La Conferenza Ministeriale Europea intitolata Global Information Networks: Realising the Potential si è tenuta a Bonn il 6-8 luglio, con la partecipazione dei rappresentanti di molti pesi dell'Unione Europea e anche di altri, fra cui Stati Uniti, Canada, Russia e Giappone. Pochi giorni dopo è stata diffusa una lunga "Dichiarazione", di cui vorrei citare alcuni passi.

Un'opportunità per tutti.
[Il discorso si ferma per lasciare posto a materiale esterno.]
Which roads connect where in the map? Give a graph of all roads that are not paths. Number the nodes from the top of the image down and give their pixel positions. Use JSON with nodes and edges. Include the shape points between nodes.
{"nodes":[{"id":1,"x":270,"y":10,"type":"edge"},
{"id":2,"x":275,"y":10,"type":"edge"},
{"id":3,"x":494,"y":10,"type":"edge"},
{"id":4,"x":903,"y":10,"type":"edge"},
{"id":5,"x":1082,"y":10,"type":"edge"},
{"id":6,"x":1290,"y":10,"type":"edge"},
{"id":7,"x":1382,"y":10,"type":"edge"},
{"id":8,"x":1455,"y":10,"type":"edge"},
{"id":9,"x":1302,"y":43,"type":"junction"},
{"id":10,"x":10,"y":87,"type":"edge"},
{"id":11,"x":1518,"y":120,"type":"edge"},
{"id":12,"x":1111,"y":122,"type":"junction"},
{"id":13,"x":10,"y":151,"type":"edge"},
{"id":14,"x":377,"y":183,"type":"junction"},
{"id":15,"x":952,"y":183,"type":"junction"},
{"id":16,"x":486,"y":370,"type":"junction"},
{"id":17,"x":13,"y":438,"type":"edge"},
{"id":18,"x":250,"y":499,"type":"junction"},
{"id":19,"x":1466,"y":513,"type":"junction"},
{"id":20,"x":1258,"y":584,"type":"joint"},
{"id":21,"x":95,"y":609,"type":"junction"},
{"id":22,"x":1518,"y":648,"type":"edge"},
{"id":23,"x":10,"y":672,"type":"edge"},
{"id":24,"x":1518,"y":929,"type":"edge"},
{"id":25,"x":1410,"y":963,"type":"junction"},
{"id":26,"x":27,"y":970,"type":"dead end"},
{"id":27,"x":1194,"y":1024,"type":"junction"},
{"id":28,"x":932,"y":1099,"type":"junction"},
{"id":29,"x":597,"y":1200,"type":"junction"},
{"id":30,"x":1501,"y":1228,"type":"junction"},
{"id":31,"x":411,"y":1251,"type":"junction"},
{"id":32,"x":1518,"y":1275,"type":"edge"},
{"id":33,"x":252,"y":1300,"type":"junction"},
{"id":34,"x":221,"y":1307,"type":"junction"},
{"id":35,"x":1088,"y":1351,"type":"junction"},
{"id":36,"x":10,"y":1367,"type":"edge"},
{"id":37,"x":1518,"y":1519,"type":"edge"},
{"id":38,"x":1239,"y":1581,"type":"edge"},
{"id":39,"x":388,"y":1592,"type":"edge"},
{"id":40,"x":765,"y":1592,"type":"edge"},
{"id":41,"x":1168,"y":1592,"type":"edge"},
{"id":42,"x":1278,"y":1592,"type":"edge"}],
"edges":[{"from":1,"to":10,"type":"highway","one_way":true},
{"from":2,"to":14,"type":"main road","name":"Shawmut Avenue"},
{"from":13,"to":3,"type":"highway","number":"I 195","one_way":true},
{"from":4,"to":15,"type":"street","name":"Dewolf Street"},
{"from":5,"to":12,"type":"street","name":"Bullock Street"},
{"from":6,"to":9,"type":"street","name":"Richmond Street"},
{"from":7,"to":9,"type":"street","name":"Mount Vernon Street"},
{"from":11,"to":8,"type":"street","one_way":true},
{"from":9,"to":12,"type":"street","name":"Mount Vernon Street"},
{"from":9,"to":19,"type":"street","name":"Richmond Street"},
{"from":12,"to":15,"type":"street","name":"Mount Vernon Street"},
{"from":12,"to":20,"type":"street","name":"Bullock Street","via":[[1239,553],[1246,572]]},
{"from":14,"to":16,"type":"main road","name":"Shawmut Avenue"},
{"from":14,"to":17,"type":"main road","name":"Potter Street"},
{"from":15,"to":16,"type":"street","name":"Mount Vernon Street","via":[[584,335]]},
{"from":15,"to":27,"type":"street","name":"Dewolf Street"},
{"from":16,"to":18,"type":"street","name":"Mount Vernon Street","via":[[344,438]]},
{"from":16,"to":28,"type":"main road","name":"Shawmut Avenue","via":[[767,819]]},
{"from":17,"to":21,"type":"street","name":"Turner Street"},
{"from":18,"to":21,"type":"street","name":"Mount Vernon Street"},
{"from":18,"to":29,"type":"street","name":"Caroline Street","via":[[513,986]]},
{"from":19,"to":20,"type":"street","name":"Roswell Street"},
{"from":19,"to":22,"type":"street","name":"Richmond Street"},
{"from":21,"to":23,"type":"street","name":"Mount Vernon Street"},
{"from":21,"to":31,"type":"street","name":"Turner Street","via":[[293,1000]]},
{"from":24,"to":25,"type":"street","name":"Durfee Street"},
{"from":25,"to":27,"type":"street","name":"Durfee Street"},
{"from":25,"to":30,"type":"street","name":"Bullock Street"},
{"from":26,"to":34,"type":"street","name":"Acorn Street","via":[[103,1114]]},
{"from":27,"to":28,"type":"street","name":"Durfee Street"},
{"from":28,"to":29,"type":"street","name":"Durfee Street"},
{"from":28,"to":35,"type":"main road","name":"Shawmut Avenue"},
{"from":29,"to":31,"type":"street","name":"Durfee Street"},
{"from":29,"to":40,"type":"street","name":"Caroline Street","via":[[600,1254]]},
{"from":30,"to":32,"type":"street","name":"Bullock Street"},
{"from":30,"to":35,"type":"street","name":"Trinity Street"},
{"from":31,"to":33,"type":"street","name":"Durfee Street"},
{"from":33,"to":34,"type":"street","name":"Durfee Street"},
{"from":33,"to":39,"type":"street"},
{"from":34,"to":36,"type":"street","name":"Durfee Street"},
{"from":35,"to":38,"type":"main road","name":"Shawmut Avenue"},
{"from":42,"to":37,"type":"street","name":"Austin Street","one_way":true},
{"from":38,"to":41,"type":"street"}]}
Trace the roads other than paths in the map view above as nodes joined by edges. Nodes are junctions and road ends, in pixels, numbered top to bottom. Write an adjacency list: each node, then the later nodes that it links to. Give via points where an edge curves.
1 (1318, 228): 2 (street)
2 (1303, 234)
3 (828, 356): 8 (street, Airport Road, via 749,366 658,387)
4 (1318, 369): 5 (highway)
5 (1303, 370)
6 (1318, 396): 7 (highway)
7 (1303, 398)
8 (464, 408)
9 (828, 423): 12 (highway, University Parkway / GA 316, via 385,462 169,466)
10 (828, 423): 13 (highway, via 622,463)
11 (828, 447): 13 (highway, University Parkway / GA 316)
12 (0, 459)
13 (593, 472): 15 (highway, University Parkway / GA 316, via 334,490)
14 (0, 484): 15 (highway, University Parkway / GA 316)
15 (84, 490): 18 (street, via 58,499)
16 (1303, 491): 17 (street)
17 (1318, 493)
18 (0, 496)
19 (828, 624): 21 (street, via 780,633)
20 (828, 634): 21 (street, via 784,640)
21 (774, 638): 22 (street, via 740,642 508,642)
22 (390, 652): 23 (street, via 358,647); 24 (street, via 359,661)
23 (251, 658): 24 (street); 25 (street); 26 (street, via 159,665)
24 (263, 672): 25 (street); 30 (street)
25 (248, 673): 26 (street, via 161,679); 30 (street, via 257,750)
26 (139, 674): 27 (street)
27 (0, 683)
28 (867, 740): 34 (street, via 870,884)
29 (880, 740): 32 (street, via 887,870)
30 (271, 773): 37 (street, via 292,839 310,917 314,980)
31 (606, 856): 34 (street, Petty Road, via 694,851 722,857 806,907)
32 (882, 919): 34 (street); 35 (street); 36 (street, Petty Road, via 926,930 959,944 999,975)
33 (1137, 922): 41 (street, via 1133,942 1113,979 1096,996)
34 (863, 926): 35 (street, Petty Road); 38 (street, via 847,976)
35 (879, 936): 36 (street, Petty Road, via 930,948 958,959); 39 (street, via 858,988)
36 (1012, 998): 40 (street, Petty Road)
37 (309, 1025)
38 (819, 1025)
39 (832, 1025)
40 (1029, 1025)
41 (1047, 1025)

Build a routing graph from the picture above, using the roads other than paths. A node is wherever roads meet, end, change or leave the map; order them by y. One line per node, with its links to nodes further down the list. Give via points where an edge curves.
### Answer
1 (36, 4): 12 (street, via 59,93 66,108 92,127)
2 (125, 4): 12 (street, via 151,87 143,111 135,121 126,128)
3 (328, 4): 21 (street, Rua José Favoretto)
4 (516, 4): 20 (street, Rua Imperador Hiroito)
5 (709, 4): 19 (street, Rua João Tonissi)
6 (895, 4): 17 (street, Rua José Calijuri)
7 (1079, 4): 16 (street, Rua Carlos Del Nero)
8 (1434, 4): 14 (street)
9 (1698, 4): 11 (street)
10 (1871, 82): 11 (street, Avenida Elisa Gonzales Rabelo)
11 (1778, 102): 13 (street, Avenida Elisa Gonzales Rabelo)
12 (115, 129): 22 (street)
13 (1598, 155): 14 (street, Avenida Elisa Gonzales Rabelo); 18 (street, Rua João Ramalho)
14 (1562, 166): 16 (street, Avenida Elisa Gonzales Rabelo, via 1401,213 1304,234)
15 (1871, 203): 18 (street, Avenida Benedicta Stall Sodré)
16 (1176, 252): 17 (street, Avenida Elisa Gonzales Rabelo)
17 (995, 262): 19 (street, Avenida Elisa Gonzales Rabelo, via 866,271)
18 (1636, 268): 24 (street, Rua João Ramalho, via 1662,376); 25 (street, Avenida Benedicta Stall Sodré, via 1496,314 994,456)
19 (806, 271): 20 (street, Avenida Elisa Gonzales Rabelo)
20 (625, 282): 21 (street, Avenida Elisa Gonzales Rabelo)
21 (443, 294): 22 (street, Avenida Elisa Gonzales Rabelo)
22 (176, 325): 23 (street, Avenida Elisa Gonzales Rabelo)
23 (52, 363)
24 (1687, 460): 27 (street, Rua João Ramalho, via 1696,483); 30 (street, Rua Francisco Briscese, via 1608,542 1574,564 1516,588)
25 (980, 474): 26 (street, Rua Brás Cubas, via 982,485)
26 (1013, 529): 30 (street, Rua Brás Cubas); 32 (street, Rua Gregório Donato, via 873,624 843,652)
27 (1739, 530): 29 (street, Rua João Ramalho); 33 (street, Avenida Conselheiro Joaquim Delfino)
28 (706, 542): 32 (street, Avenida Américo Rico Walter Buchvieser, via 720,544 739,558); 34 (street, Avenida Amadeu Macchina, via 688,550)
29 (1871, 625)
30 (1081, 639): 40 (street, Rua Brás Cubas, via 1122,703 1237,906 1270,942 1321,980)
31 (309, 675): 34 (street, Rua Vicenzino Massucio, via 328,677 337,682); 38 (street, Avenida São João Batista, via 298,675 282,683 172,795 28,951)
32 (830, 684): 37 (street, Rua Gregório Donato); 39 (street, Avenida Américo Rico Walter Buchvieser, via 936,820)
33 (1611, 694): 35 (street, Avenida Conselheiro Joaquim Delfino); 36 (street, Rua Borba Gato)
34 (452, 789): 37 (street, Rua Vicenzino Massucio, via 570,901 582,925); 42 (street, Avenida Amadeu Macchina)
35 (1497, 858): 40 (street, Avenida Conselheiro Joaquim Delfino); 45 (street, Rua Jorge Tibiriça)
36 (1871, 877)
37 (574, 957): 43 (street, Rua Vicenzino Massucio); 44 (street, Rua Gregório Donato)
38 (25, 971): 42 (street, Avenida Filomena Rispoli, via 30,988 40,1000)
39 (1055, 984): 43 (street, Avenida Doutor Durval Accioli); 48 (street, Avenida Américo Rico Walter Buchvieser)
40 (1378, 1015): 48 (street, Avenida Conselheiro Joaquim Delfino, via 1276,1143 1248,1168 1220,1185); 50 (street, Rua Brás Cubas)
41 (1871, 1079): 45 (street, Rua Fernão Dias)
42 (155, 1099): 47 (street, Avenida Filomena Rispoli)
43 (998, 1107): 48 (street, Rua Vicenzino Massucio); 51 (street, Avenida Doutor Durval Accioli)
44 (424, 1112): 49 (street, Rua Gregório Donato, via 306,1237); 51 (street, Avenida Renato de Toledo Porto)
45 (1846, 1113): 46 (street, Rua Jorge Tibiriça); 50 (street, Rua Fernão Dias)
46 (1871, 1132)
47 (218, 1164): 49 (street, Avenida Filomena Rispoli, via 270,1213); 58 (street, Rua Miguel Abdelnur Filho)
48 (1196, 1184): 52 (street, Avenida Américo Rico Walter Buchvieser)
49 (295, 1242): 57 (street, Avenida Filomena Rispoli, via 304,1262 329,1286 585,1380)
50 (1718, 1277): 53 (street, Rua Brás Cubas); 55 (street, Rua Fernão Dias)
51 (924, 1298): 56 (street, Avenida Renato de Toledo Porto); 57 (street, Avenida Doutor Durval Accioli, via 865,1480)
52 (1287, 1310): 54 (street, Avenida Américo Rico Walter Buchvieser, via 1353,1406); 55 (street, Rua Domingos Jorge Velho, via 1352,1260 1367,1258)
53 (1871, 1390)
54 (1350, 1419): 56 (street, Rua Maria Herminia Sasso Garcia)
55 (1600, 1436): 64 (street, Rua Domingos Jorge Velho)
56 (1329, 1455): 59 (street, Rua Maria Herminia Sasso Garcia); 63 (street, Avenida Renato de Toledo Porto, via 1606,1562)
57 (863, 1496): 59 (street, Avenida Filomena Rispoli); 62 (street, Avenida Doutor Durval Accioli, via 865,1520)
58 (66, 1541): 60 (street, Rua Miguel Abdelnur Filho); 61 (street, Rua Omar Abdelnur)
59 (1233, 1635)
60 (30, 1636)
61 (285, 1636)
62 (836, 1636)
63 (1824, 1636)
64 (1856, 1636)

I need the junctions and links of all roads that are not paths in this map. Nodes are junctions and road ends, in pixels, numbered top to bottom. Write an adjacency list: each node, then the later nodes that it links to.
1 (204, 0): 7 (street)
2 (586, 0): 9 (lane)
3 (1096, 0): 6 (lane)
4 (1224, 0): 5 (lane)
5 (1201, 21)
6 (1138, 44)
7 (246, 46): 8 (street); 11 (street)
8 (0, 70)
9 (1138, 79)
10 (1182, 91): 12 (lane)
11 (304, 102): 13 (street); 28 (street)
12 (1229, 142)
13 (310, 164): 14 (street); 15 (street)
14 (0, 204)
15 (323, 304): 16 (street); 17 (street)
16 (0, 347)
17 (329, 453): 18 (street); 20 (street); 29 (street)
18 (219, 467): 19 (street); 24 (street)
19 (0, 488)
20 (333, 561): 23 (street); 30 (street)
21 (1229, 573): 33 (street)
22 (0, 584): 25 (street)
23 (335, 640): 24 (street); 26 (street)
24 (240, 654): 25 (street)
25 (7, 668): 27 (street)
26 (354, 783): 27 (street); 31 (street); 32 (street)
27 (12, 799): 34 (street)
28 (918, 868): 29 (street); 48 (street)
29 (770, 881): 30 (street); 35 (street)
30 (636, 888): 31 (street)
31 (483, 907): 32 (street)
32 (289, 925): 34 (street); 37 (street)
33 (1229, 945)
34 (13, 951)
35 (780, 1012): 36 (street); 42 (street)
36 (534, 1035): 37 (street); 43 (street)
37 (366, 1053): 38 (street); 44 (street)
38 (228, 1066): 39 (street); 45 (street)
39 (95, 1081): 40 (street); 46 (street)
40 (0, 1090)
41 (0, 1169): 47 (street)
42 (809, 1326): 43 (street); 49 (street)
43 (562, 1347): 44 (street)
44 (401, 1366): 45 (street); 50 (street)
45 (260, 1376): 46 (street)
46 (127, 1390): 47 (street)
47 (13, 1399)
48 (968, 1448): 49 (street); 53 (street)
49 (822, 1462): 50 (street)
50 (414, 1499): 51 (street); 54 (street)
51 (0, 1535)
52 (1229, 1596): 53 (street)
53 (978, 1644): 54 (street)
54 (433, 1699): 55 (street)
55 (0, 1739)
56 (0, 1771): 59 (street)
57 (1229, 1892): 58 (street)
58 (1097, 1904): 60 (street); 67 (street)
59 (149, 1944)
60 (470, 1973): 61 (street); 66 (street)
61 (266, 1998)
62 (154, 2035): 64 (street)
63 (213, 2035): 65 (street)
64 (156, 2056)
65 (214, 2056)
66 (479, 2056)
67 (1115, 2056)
Le Reti Globali di Informazione rappresentano una potente influenza in campo sociale, educativo e culturale, potenziando i mezzi educativi, abbassando le barriere di ingresso per la creazione e diffusione di contenuti in differenti lingue, eliminando l'effetto della distanza per gli utenti remoti e offrendo agli utenti fonti di informazione sempre più ricche.

Una parentesi sulle lingue: è chiaro che la molteplicità linguistica è una risorsa e va valorizzata. Ma uno dei punti di debolezza dell'Italia è che se non impariamo l'inglese (o meglio il globalese, una lingua che somiglia sempre meno all'inglese classico-letterario) siamo fregati... e non solo nella rete. Il nostro sistema scolastico dovrebbe capire una volta per tutte che la lingua internazionale è una; non può e non deve essere trattata come un'altra "lingua straniera". Questo è anche un fenomeno di profonda ingiustizia sociale. I figli degli "abbienti", di denaro o di cultura, in un modo o nell'altro imparano il globalese - perché frequentano scuole in cui si insegna e si usa, perché integrano la scuola con l'insegnamento privato, o perché vanno a fare stage o vacanze dove il globalese si parla. Gli altri... rischiano di essere tagliati fuori.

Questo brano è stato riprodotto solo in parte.